IBM Snares InfoDyne in Financial Transactions Push

IBM beefed up its financial transactions portfolio with today’s announcement
that it’s purchased privately-held InfoDyne. Terms of the deal were not
disclosed. Park Ridge, Illinois-based InfoDyne will now be part of IBM’s
WebSphere division with its 14 employees, including founder and CEO Guy
Tagliavia, reporting to Tom Rosamilia, general manager of WebSphere.

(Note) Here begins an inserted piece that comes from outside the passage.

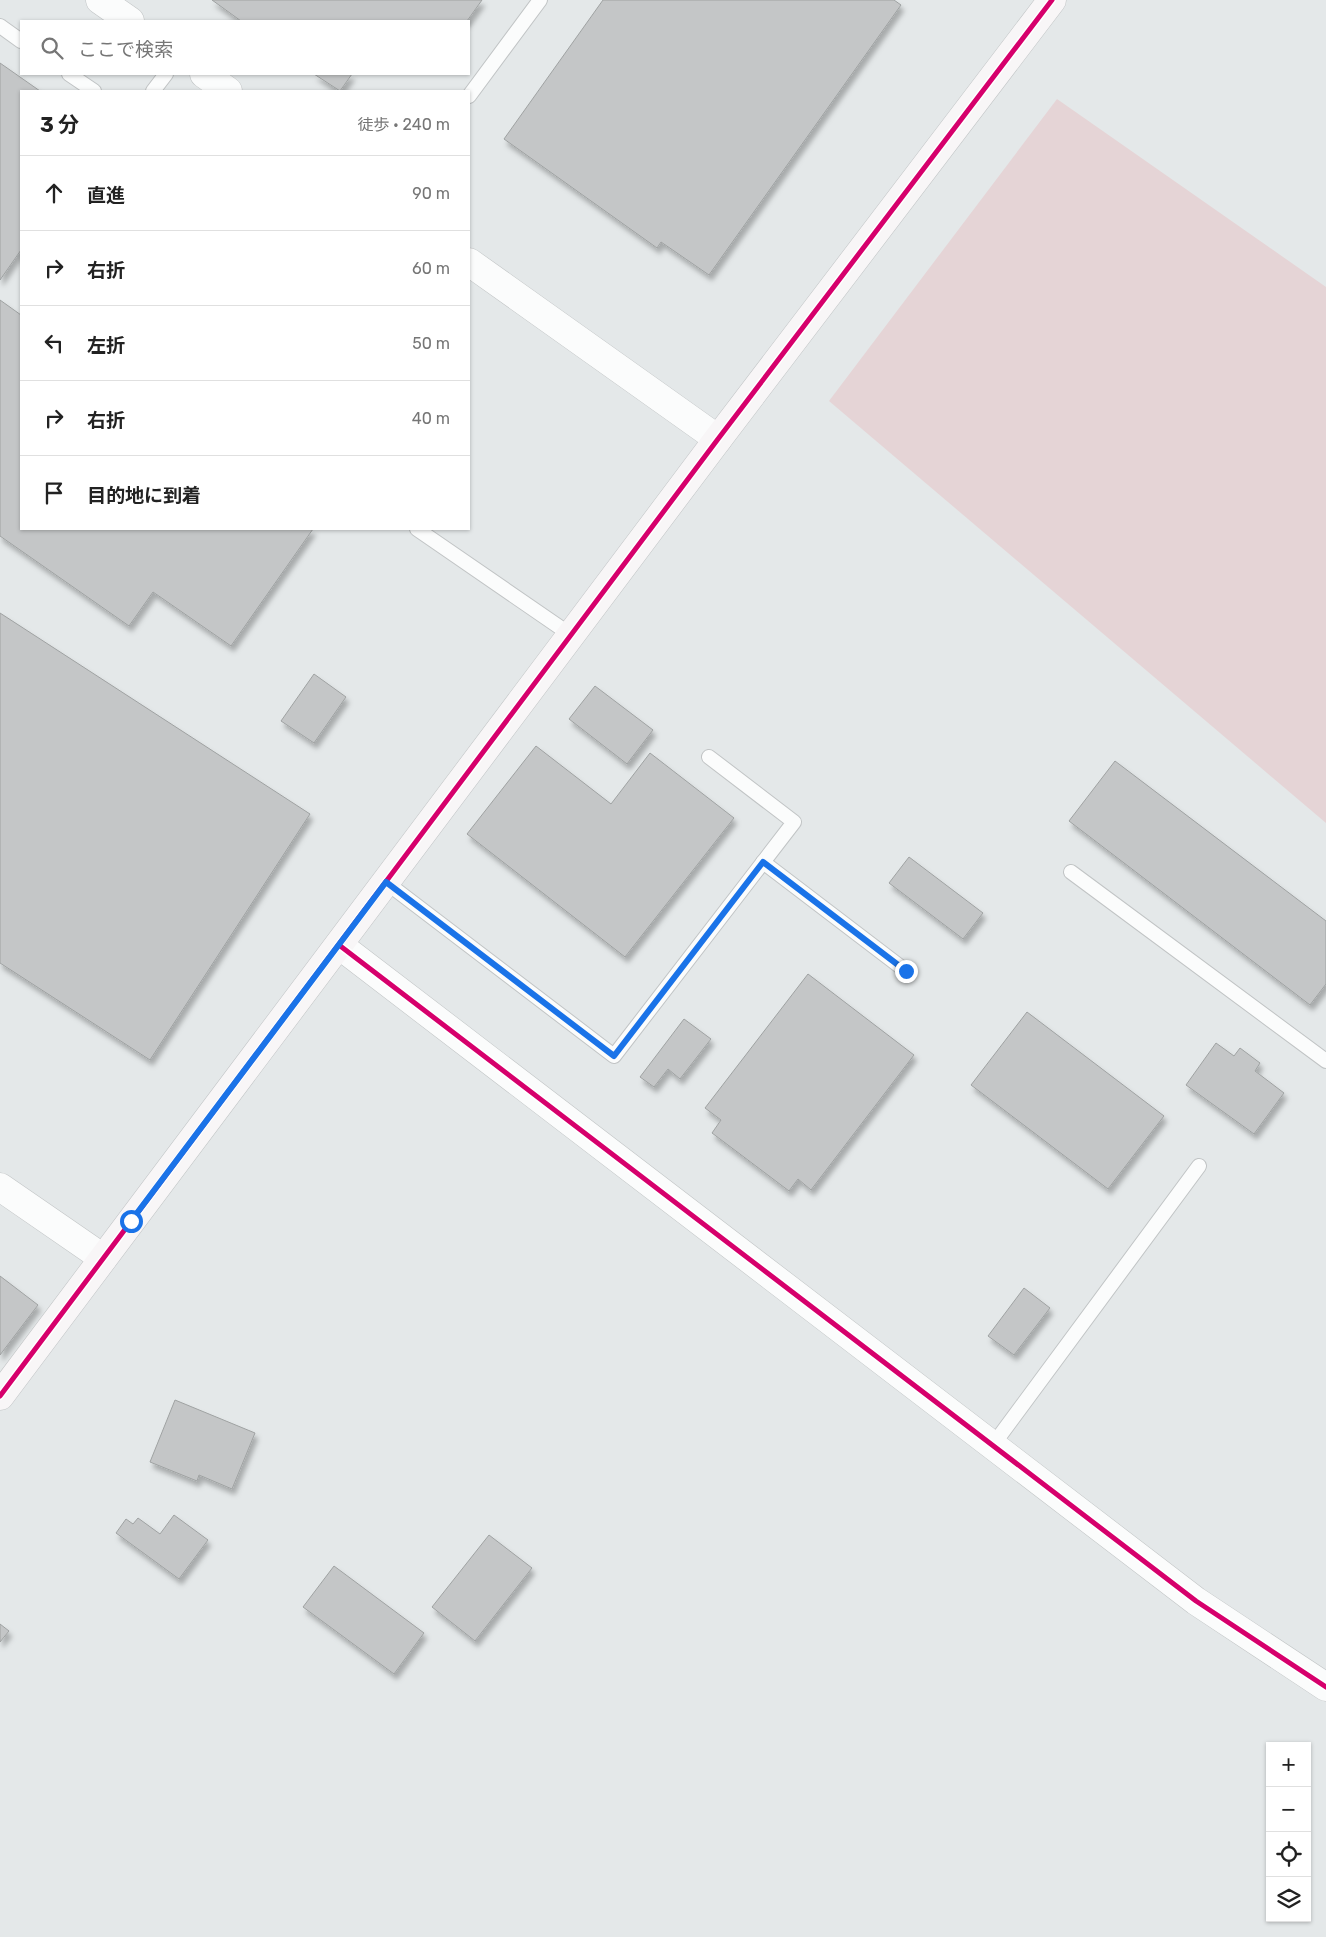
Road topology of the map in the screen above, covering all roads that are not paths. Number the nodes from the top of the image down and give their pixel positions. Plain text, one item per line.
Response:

InfoDyne provides high-speed software platforms and connectors designed
to provide faster data delivery in the highly competitive and time-sensitive
world of stock trading. IBM (NYSE:IBM) said the acquisition supports its
strategy of offering a comprehensive portfolio of industry-focused software
for real-time needs.

A recent example, was IBM’s January purchase of AptSoft, which offers
software used to identify and alert businesses to emerging trends and
events. Aptsoft uses information culled from real-time queries of data
stored on all of a company’s disparate software applications.

With InfoDyne in tow, IBM said it will be better able to offer solutions
for electronic trading, an industry that’s seen exponential growth in
transactions and data volumes the past several years.

Today, an estimated
four billion shares per day trade on the New York Stock Exchange, NASDAQ and
regional exchanges, according to the TABB Group, which estimates the figures
are six times the volume on those same exchanges five years ago.

“InfoDyne’s software enables microseconds’ response for highly
competitive trading firms,” said IBM’s Rosamilia, in a conference call
announcing the deal. “This is a big play for us in the low latency field.”

InfoDyne is a bit more bullish on its performance. A statement on the
company’s Website said the firm is “committed to maintaining system
performance, including sub-millisecond latency, despite an ever-increasing
volume of data.”

Among the ways InfoDyne said it achieves such high performance is its
efficiency in software design and leveraging of multi-threaded
multi-processor environments. The company also said it uses a modular
architecture that allows it to increase data capacity by adding additional
hardware, network and software components.

Asked to name InfoDyne’s competitors, Tagliavia hedged a bit, while
Rosamilia named Tibco.
But he said in a lot of cases, large trading companies have developed
solutions in house.

“We believe we can do it for less money than they can” in house,
Rosamilia said. “This is plumbing, this is what we do well.” He said
companies that start off trying to develop faster ways to data acquisition
end up writing their own middleware and that IBM’s solutions, such as a
combination of InfoDyne and Websphere, IBM’s middleware, would be more
cost-effective.

Analyst Charles King said the addition of InfoDyne gives IBM another
weapon in its competition with Sun and HP for financial customers. “These
kind of businesses buy servers by the gross,” King, analyst with Pund-IT,
told InternetNews.com. “So having this kind of edge can make a really
big difference.

“Also, the fact that InfoDyne will integrate with WebSphere is a major
differentiator even though WebSphere connects to many different systems. To
have it really tightly integrated can be a real value proposition in the
financial services space.”

IBM said InfoDyne is the 69th acquisition it’s made since the beginning of 2003.